• Liz Murray

My teacher talks too fast! Unravelling dyslexia part 3: Verbal Processing Speed #dyslexia

Updated: Jan 6, 2019


My teacher talks too fast! Sometimes it feels like kids do everything at speed, they run everywhere, talk ten to the dozen, have a million ideas and it can feel exhausting to be the responsible adult trying to keep up with them!


School life also moves fast but some children find it hard to keep up.


Every now and then I remind myself of what it’s like from their perspective by shadowing a child for a day. In secondary school it’s particularly disconcerting to experience the fast- paced life of a student. Not only do they have to listen, process and learn a different topic each hour, but they also cope with different teaching styles, teacher expectations and they physically move from location to location to do so. As an adult, I always find it takes me about ten minutes to adjust to a new room, the speaker’s voice, delivery style and to grasp the point of whatever learning the teacher is focusing on in that class. So, if you are a child with any kind of processing difficulty, you’re going to find it incredibly difficult to receive, understand and remember the important information being delivered. Read more about how memory works in my previous blog. In primary school, it can be a little easier as pupils tend to work with the same teacher for much of the day but even so, this can bring challenges especially if that teacher hasn’t realised that a child isn’t managing to process the information being delivered in the allocated time.
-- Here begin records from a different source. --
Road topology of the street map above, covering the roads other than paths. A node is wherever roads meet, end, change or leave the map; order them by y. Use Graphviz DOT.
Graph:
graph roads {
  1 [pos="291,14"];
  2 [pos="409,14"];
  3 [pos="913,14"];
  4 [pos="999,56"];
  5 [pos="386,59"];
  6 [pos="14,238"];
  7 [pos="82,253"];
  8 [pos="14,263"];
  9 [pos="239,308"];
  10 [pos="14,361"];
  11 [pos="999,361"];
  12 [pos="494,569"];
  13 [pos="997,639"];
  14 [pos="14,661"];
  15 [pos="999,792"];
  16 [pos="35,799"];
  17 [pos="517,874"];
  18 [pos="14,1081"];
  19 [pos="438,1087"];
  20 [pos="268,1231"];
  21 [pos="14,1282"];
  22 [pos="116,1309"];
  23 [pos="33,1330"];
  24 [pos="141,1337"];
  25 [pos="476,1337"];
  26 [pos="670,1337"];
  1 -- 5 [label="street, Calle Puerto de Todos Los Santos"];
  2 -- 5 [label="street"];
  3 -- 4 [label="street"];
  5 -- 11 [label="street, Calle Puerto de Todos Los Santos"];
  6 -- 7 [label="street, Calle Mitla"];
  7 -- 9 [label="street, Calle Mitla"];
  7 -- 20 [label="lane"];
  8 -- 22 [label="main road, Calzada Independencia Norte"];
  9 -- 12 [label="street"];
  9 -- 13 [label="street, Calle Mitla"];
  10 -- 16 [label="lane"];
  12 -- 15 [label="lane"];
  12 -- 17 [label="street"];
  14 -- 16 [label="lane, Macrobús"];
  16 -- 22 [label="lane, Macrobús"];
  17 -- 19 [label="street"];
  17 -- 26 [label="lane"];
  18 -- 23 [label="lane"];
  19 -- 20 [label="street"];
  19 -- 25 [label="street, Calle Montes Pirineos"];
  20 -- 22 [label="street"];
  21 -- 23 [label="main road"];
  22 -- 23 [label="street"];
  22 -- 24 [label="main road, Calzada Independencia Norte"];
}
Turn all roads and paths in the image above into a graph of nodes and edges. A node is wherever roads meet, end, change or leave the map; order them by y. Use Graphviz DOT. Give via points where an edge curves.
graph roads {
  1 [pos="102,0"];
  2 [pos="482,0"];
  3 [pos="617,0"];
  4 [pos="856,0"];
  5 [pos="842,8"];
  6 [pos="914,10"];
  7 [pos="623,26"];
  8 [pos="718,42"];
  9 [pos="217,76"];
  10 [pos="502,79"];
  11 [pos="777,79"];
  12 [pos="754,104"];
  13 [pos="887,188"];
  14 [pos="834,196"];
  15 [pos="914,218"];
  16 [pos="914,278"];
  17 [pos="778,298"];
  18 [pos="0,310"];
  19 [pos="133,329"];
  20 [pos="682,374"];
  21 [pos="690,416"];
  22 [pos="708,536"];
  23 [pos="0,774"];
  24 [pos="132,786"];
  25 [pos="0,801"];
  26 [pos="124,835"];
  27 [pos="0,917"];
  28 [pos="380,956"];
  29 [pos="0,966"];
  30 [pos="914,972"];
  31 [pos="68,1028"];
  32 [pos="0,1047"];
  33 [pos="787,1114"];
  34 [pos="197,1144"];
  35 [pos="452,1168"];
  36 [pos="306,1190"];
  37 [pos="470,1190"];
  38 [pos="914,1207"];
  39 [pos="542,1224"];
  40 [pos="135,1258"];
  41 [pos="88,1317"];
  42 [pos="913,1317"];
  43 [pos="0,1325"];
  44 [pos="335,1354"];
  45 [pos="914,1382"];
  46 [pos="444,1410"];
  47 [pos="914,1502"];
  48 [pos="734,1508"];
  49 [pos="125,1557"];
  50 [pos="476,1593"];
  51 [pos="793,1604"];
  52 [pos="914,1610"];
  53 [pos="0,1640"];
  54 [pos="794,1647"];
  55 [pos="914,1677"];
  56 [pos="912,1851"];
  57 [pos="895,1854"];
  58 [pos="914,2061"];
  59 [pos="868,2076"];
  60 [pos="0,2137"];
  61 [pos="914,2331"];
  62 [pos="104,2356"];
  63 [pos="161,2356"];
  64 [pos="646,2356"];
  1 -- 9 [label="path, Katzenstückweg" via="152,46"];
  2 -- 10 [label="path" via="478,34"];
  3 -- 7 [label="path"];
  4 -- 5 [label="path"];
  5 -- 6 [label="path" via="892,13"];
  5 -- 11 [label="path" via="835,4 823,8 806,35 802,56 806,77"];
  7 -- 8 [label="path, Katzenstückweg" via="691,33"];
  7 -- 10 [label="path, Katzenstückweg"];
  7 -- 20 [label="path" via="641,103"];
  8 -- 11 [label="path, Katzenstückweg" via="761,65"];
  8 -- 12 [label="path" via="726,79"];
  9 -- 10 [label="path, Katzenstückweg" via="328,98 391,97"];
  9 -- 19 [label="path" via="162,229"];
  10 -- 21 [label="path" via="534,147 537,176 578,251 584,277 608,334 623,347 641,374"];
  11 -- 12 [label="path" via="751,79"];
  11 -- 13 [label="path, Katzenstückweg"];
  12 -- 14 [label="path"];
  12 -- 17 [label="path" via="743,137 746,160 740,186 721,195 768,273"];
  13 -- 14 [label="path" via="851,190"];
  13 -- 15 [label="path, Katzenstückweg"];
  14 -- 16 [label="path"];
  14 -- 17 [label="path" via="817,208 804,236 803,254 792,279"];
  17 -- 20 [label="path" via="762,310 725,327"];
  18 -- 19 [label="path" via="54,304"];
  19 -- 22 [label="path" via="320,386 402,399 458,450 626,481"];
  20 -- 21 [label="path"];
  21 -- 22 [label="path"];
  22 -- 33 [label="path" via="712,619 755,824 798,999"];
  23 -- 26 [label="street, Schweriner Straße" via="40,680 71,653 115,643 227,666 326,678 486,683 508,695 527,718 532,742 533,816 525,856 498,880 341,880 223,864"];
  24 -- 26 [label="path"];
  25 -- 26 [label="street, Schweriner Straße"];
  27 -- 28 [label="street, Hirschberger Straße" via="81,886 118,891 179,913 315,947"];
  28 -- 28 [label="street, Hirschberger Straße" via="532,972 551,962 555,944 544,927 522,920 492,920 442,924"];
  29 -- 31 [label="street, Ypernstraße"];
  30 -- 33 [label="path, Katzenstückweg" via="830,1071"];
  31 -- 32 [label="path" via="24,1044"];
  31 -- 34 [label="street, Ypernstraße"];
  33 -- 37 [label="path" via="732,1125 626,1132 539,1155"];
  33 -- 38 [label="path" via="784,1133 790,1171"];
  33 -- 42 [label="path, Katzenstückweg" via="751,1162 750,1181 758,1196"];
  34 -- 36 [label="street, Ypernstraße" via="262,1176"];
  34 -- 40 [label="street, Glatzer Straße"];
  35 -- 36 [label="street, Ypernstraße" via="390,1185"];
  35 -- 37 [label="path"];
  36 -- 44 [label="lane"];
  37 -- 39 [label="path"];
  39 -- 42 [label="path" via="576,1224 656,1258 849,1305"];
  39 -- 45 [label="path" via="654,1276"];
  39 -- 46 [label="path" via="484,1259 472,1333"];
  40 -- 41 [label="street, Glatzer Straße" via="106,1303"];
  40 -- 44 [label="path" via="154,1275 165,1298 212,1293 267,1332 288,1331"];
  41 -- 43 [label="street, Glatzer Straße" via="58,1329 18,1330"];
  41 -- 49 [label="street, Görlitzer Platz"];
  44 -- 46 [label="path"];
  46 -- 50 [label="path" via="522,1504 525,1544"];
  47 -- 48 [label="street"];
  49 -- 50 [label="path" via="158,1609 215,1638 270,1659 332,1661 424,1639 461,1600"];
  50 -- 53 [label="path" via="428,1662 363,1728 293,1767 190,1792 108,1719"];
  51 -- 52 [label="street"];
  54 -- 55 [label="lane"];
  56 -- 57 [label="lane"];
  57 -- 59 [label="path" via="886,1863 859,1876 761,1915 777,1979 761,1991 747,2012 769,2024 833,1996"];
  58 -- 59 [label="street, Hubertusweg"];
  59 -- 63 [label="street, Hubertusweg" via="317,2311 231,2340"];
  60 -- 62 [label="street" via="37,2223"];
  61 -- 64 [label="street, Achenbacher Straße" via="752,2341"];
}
So, what is ‘processing speed’?

Processing speed involves one or more of the following functions:

1. The amount of time it takes to perceive information. Usually this is through seeing and listening (visual/auditory).

2. To process the information and formulate or give a response.


How do we define ‘slow processing’?

In school it might be the time that a child requires to complete a task, or the amount of learning that can be completed within a certain period of time. Put very simply, it’s how long it takes to get stuff done. It has nothing to do with how intelligent a child is, rather just how long it takes them to take in, manipulate, and do something with information.


Who does ‘slow processing’ impact?

We know that slow verbal processing speed is one of the markers of dyslexia according to the Rose definition, but it’s worth mentioning that often children with slow verbal processing also suffer with other processing difficulties and sometimes they have other primary diagnoses such as ADHD or autism spectrum disorder (ASD). In my experience as a SENCO, when this is the case, it’s the slow processing speed that can be one of the most significant barriers in a child’s profile and I have often been asked how to ‘fix it’.


Is there a quick fix?

Unfortunately, there isn’t. It’s complex because studies tell us that there is no single area of the brain that is responsible for the primary issue with processing speed. When we process information, we use different parts of the brain, any or all of which, may result in slower speed of processing. However, there are strategies that a parent or a teacher can use to support a child with slow verbal processing.


What might you notice if your child has slow processing?

  • They might take longer to complete tasks (classwork and homework) than their peers – this could also apply to finishing tests or exams in the allocated time

  • They might have trouble with holding and manipulating simple information (for example completing a multi-step maths problem)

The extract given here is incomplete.